Firstly the history of how text is dealt with is a rather shameful mess of assumptions and out of date compromises. With higher level programming languages this is almost a solved problem, but in C++ it’s not at all. It would also possibly be less of an issue if we could use an editor widget from a normal windowing toolkit, but we can’t as we need to render text in OpenGL with all sorts of whizzbang livecoding zooming effects.
It’s an often told story, first there was ascii, and assumptions of everyone speaking english, and 8bit having to be enough (actually 7bits) for all characters needed in text. Then a whole host of ascii extensions for different parts of the world, using the unused top 127 values of ascii for special characters, while the Japanese for example having their own system entirely called Shift_JIS.
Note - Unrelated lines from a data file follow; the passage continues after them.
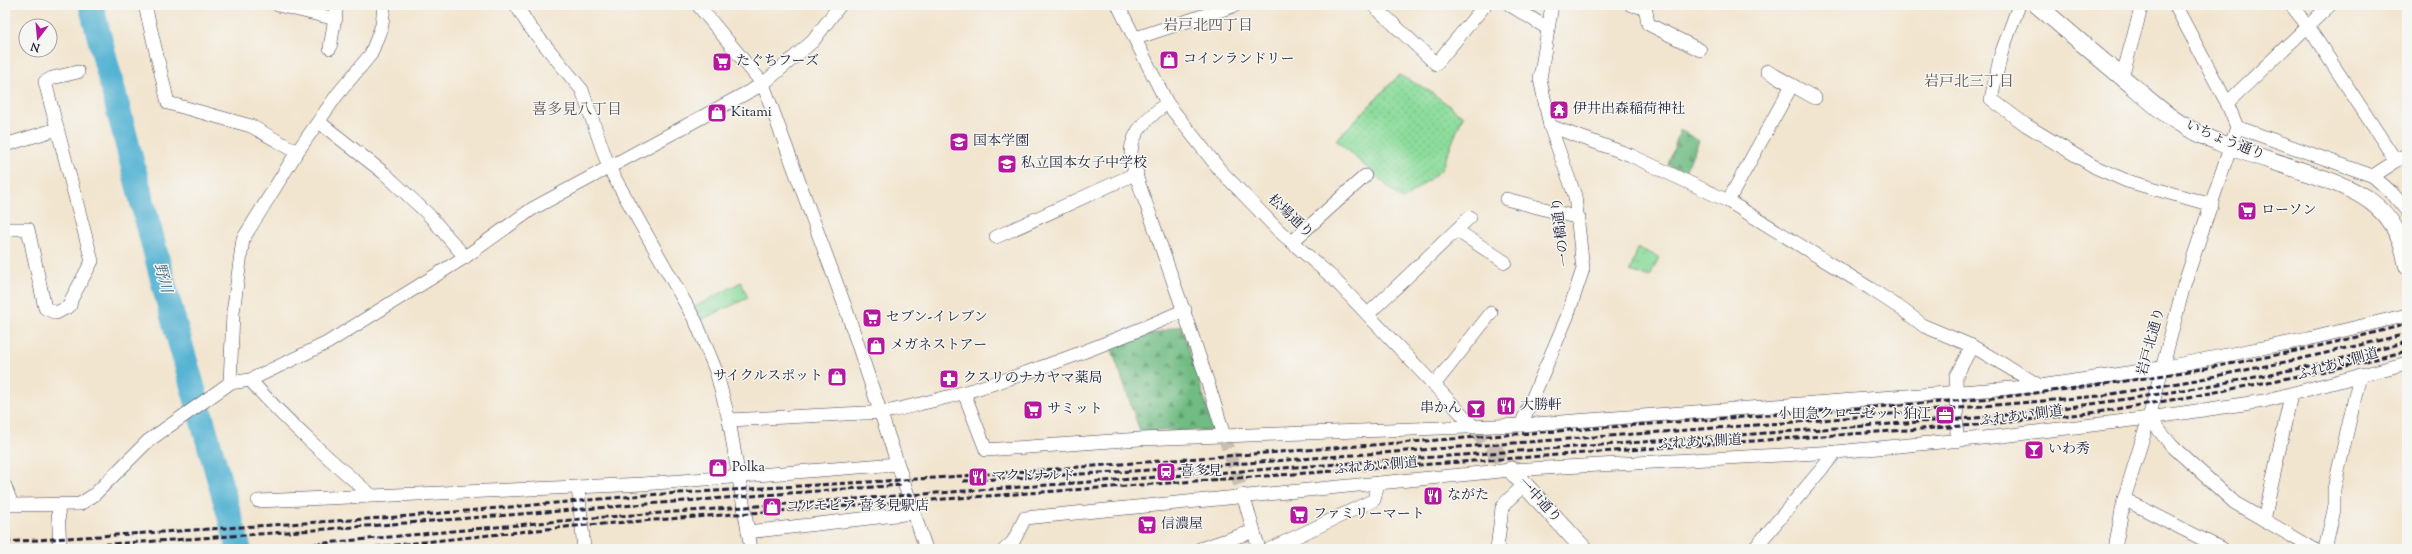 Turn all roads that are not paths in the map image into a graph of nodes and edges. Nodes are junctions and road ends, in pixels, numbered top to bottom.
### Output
1 (145, 5) edge
2 (278, 5) edge
3 (337, 5) edge
4 (384, 5) edge
5 (516, 5) edge
6 (698, 5) edge
7 (840, 5) edge
8 (1118, 5) edge
9 (1236, 5) edge
10 (1373, 5) edge
11 (1485, 5) edge
12 (1510, 5) edge
13 (1552, 5) edge
14 (1631, 5) edge
15 (2019, 5) edge
16 (2037, 5) edge
17 (2142, 5) edge
18 (2175, 5) edge
19 (2292, 5) edge
20 (2330, 5) edge
21 (1645, 7) edge
22 (336, 19) junction
23 (2307, 25) junction
24 (1547, 28) junction
25 (1136, 38) junction
26 (330, 48) dead end
27 (1700, 50) dead end
28 (1767, 71) dead end
29 (78, 72) dead end
30 (2122, 78) junction
31 (763, 84) junction
32 (1792, 85) junction
33 (1815, 98) dead end
34 (1167, 103) junction
35 (2227, 103) junction
36 (319, 122) junction
37 (1550, 126) junction
38 (2237, 128) junction
39 (57, 129) junction
40 (5, 145) edge
41 (2232, 147) junction
42 (297, 152) junction
43 (2407, 154) edge
44 (2396, 161) junction
45 (609, 168) junction
46 (1137, 173) junction
47 (1365, 176) dead end
48 (2373, 176) junction
49 (1506, 199) dead end
50 (1728, 201) junction
51 (2212, 206) junction
52 (2407, 211) edge
53 (1470, 217) dead end
54 (1579, 218) junction
55 (5, 228) edge
56 (1456, 230) junction
57 (996, 237) dead end
58 (1292, 242) junction
59 (465, 257) junction
60 (1505, 262) dead end
61 (2407, 265) edge
62 (1185, 310) junction
63 (1491, 313) dead end
64 (1368, 314) junction
65 (2407, 315) edge
66 (1972, 346) junction
67 (2407, 362) edge
68 (2161, 368) junction
69 (2360, 375) junction
70 (250, 380) junction
71 (227, 384) junction
72 (1434, 385) junction
73 (2040, 386) junction
74 (1955, 392) junction
75 (964, 393) junction
76 (2291, 395) junction
77 (879, 414) junction
78 (2150, 418) junction
79 (729, 420) junction
80 (1521, 425) junction
81 (1474, 427) junction
82 (1224, 436) junction
83 (1957, 441) junction
84 (1836, 452) junction
85 (897, 464) junction
86 (1511, 470) junction
87 (739, 476) junction
88 (1378, 483) junction
89 (1524, 485) junction
90 (5, 486) edge
91 (578, 487) junction
92 (372, 495) junction
93 (1243, 495) junction
94 (2124, 499) junction
95 (258, 501) dead end
96 (58, 506) junction
97 (913, 513) junction
98 (2264, 520) junction
99 (1254, 531) junction
100 (748, 532) junction
101 (60, 549) edge
102 (584, 549) edge
103 (751, 549) edge
104 (926, 549) edge
105 (1006, 549) edge
106 (1200, 549) edge
107 (1259, 549) edge
108 (1270, 549) edge
109 (1497, 549) edge
110 (1584, 549) edge
111 (1754, 549) edge
112 (2115, 549) edge
113 (2222, 549) edge
114 (2314, 549) edge
115 (2325, 549) edge

1 - 42 street
2 - 22 street
3 - 22 street
4 - 36 street
5 - 45 street
6 - 31 street
7 - 31 street
8 - 25 street, 松場通り
9 - 25 street
10 - 11 street
12 - 24 street
13 - 24 street, 一の橋通り
14 - 21 street
15 - 51 street
16 - 30 street, いちょう通り
17 - 30 street
18 - 35 street
19 - 23 street
20 - 23 street
21 - 27 street
22 - 26 street
23 - 35 street
23 - 44 street
24 - 37 street, 一の橋通り
25 - 34 street, 松場通り
28 - 32 street
29 - 39 street
30 - 41 street, いちょう通り
31 - 45 street
31 - 77 street
32 - 33 street
32 - 50 street
34 - 46 street
34 - 58 street, 松場通り
35 - 38 street
36 - 42 street
36 - 59 street
37 - 50 street
37 - 54 street, 一の橋通り
38 - 41 street, 岩戸北通り
38 - 48 street
39 - 40 street
39 - 55 street
41 - 51 street, 岩戸北通り
41 - 61 street, いちょう通り
42 - 71 street
43 - 44 street
44 - 48 street
45 - 59 street
45 - 79 street
46 - 57 street
46 - 62 street
47 - 58 street
48 - 52 street
49 - 54 street
50 - 66 street
51 - 68 street, 岩戸北通り
53 - 56 street
54 - 80 street, 一の橋通り
56 - 60 street
56 - 64 street
58 - 64 street, 松場通り
59 - 70 street
62 - 75 street
62 - 82 street
63 - 72 street
64 - 72 street, 松場通り
65 - 68 street, ふれあい側道
66 - 73 street
66 - 74 street
67 - 69 street, ふれあい側道
68 - 73 street, ふれあい側道
68 - 78 street, 岩戸北通り
69 - 76 street, ふれあい側道
69 - 115 street
70 - 71 street
70 - 92 street
71 - 96 street
72 - 81 street, 松場通り
73 - 74 street, ふれあい側道
74 - 80 street, ふれあい側道
74 - 83 street
75 - 77 street
75 - 82 street, ふれあい側道
76 - 78 street, ふれあい側道
76 - 98 street
77 - 79 street
77 - 85 street
78 - 83 street, ふれあい側道
78 - 94 street, 岩戸北通り
78 - 98 street
79 - 87 street
80 - 81 street, ふれあい側道
81 - 82 street, ふれあい側道
83 - 84 street, ふれあい側道
84 - 86 street, ふれあい側道
84 - 111 street
85 - 87 street
85 - 97 street
86 - 88 street, ふれあい側道
86 - 89 street, 一中通り
87 - 91 street
87 - 100 street
88 - 93 street, ふれあい側道
88 - 108 street
89 - 109 street
89 - 110 street, 一中通り
90 - 96 street
91 - 92 street
91 - 102 street
92 - 95 street
93 - 99 street
93 - 105 street, ふれあい側道
94 - 112 street, 岩戸北通り
94 - 113 street
96 - 101 street
97 - 100 street
97 - 104 street
98 - 114 street
99 - 106 street
99 - 107 street
100 - 103 street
Then in an effort to sort out this mess, lots of committees were formed and Unicode was the result – with the following aim: “Unicode provides a unique number for every character, no matter what the platform, no matter what the program, no matter what the language.”
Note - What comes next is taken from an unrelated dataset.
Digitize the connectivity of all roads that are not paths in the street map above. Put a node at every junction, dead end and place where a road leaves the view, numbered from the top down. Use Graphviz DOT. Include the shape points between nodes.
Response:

In order to do this, unicode needs to support 107,000 possible characters – enough for all the languages ever spoken (including exotic scripts such as ancient Egyptian hieroglyphics, Canadian Aboriginal syllabics and Byzantine music scripts) and lots of room for new ones too. In order to do this, you need at least 32 bits, on their own 16, and obviously 8 bits are not enough.
The problem is that ascii is so prevalent, and 32bits per character is a lot for embedded devices, so unicode comprises multiple encoding formats. utf-32 is the easy, but memory eating one, where all characters are the same size, and there is utf-16 and utf-8 which encode variable length characters to save space. utf-8 has the interesting extra property of being compatible with ascii, it reserves the single byte ascii codes and uses the upper 128 values as control codes to signify multibyte chars. For this reason, utf-8 has become the text encoding of the internet, and therefore a standard for plain text files pretty much everywhere.
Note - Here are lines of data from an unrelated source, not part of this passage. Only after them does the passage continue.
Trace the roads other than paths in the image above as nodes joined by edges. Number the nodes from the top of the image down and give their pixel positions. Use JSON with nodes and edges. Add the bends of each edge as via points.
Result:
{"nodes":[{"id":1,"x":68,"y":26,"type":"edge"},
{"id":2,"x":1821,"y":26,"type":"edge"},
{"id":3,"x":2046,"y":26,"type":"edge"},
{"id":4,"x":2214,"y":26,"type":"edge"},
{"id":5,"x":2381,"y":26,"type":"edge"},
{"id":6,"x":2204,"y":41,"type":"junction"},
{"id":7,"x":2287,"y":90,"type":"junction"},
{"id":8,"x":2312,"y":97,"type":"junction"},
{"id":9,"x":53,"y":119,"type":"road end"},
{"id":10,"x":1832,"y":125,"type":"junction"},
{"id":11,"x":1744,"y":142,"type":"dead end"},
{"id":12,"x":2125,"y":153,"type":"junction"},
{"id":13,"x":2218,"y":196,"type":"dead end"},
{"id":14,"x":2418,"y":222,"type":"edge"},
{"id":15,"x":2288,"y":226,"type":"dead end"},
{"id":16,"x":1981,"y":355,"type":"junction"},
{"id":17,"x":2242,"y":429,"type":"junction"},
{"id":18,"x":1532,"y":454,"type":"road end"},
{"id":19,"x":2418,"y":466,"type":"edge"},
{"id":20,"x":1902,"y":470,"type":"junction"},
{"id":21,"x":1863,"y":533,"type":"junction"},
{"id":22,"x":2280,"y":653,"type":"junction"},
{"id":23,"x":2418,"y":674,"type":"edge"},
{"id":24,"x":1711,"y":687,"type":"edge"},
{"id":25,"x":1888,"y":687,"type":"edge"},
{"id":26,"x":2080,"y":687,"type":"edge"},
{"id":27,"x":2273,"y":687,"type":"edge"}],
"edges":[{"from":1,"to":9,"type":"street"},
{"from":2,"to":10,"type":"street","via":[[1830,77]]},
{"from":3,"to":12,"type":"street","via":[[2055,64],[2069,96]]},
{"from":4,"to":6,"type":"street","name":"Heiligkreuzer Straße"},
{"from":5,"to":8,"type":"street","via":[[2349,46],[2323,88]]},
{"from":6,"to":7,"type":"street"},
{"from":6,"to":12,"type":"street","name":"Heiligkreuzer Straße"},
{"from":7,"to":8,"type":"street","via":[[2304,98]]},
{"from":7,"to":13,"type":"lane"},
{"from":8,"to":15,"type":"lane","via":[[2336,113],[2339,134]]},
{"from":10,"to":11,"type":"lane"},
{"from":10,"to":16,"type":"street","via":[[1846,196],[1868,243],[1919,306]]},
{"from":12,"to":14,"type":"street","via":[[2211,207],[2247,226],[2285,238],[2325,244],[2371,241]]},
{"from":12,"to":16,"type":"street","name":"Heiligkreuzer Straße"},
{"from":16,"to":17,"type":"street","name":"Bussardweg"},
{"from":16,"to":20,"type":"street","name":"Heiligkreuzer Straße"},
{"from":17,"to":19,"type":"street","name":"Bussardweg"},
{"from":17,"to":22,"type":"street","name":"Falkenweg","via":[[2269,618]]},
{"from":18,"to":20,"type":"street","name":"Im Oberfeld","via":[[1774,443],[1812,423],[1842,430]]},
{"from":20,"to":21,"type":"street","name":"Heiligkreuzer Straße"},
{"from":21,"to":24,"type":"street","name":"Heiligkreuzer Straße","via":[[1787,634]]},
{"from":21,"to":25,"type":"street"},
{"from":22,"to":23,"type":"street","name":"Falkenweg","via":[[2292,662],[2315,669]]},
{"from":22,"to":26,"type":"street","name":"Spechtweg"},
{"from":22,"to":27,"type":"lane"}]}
In the fluxus scratchpad, I decided to use utf-32 for all internal strings – using the std::wstring class, and encode from and to utf-8 at all points of input and output. The reason for this is that fairly simple operations like finding the length of a string, or moving back a single character is complicated with utf-8 – you need to detect the multibyte characters at each point. Using utf-32 it’s much simpler, but you also need to be able to read and write utf8/ascii files.
Ok, that’s the strategy, and you’d think there would be lots of code online to do conversions between these formats – or even standard libraries in C++ to do this. No. The only code I found was buggy (a ‘>’ instead of a ‘>>’ which took me too long to find) but some working code is here. In those functions string is assumed to contain ascii or utf-8 and wstrings are assumed to be utf-32 (even this is going to have to change on the windows version where wstrings are 16bit, sigh).
So, a big search replace for string to wstring in the scratchpad code with conversions in the loading, saving and entry and exit points for the PLT Scheme interpreter, and all was good…
Except keyboard input. I’m still trying to get to the bottom of this and find out what is an artifact of using GLUT and what is the underlying operating system, but at the moment it looks like the mac sends utf-8 keyboard codes, so multiple calls to the glutKeyboardFunc callback per keypress for multibyte chars. On Linux it seems like just the first utf-8 byte gets through, I can’t find where the others get stashed. The minimal information online seems to indicate that this is stretching the abilities of the GLUT toolkit somewhat so I’ve given up for now at least.
The last thing to do was switch the fluxus editor font from the minimal Bitstream Vera Sans Mono to the more characterful Deja Vu Sans Mono which other than having many more glyphs looks exactly the same.
Portuguese help in fluxus – from utf-8 in the code doc comments, to a utf-8 helpstrings file, read in by the scheme interpreter, converted by the scratchpad to utf-32 and rendered by fluxus’s OpenGL glyph renderer.